Collected data:
******
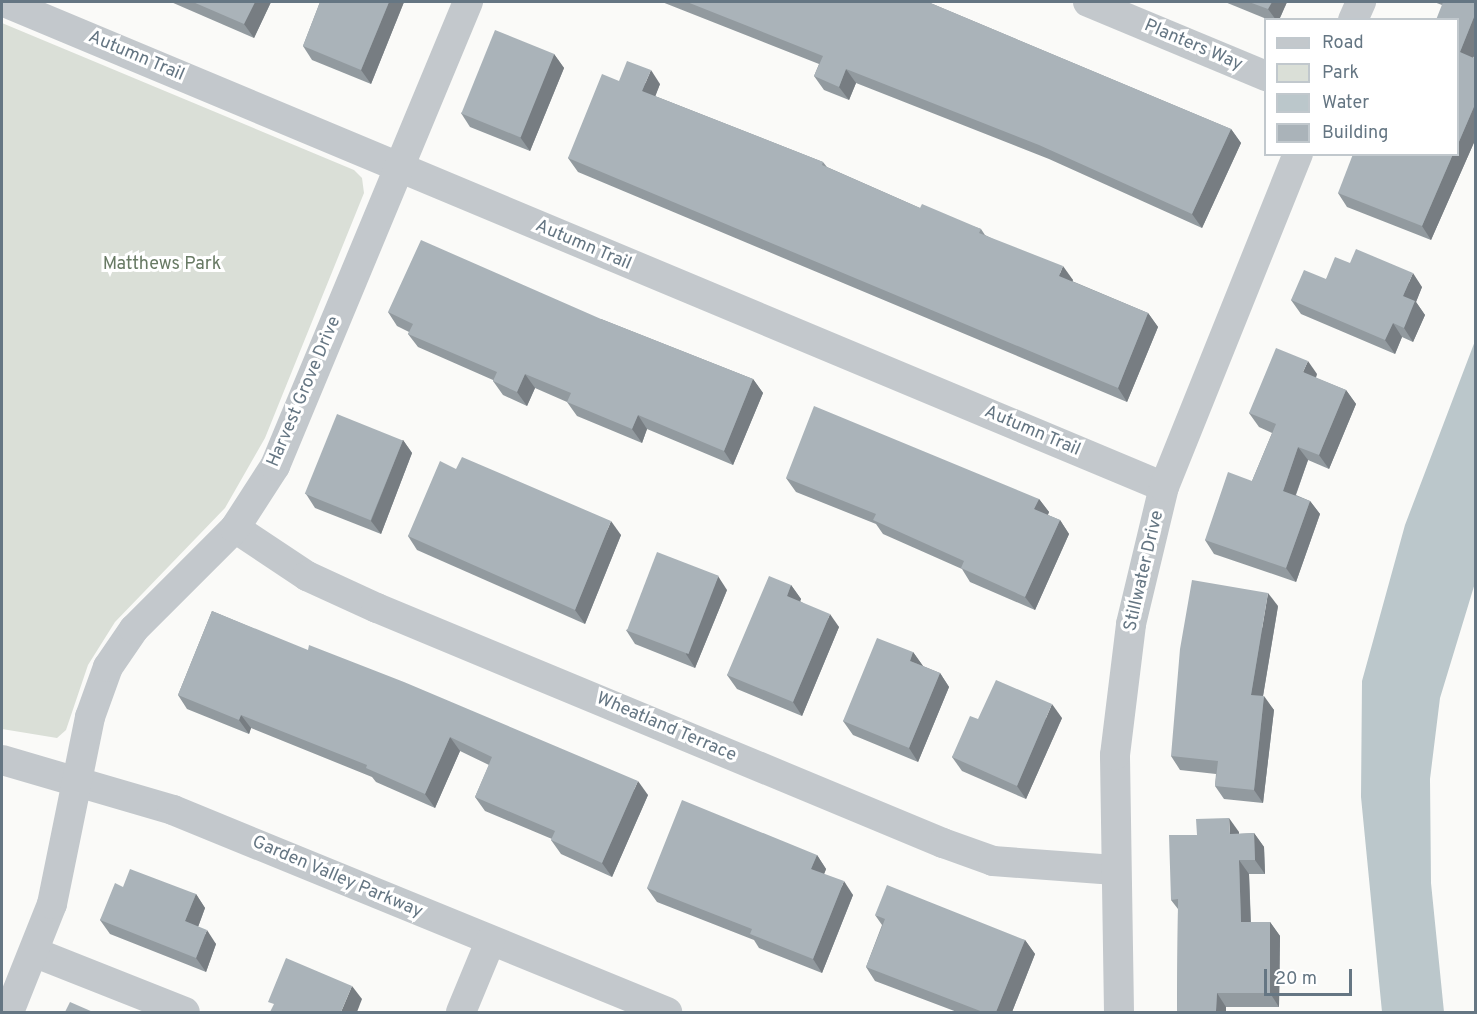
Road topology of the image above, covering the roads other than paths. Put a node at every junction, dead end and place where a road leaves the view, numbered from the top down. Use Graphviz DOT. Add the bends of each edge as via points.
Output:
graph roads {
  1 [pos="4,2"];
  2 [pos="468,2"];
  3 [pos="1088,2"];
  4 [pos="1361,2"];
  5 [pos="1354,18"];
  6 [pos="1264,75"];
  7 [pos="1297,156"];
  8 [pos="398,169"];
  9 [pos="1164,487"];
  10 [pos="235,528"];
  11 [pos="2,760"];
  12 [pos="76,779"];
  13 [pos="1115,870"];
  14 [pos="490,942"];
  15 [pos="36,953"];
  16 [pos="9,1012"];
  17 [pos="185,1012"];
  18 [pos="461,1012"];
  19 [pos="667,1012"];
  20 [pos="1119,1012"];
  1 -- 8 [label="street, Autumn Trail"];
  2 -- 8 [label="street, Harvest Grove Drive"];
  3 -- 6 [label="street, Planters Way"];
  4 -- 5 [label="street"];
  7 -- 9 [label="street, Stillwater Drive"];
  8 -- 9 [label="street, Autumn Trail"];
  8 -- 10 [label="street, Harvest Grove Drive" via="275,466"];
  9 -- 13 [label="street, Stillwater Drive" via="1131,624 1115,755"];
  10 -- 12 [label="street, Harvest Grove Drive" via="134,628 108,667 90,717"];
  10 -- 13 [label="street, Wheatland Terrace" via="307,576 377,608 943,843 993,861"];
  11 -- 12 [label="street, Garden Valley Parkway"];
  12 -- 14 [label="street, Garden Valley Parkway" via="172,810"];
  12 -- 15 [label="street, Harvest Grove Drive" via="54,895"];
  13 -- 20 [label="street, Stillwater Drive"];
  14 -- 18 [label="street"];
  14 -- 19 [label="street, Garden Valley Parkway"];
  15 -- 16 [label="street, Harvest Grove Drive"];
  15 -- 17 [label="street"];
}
******
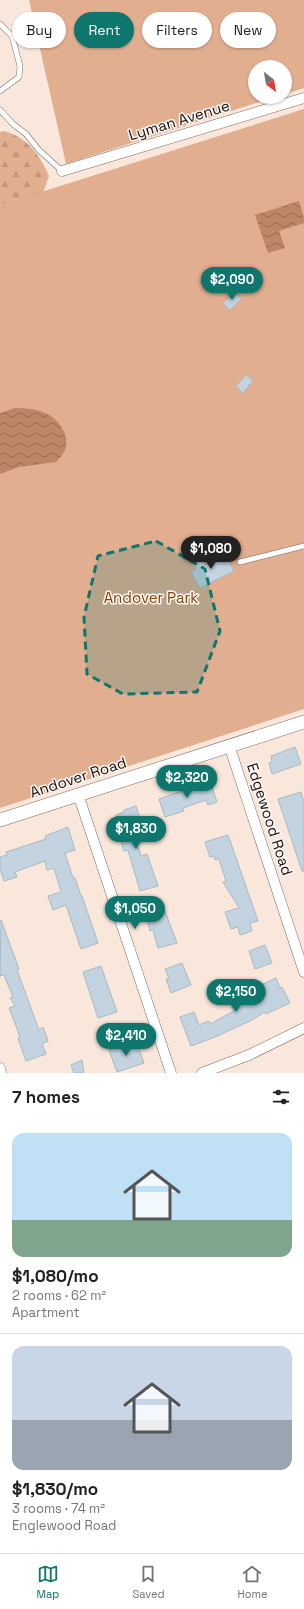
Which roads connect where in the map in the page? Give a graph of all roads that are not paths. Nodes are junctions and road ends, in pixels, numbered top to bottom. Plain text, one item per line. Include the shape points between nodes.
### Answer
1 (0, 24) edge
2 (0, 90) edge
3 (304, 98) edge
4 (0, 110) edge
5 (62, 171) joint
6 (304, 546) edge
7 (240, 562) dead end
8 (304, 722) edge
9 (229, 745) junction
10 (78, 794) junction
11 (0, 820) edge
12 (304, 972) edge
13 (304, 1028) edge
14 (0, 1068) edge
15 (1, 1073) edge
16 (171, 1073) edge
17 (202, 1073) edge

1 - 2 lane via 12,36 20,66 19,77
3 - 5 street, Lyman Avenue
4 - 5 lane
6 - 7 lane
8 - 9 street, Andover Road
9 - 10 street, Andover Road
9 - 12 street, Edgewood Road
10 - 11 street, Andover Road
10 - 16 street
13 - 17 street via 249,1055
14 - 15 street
******
▶ [Task objective]
Search the records for the word "numbered". Copy each line where it appears.

▶ [The answer]
Road topology of the image above, covering the roads other than paths. Put a node at every junction, dead end and place where a road leaves the view, numbered from the top down. Use Graphviz DOT. Add the bends of each edge as via points.
Which roads connect where in the map in the page? Give a graph of all roads that are not paths. Nodes are junctions and road ends, in pixels, numbered top to bottom. Plain text, one item per line. Include the shape points between nodes.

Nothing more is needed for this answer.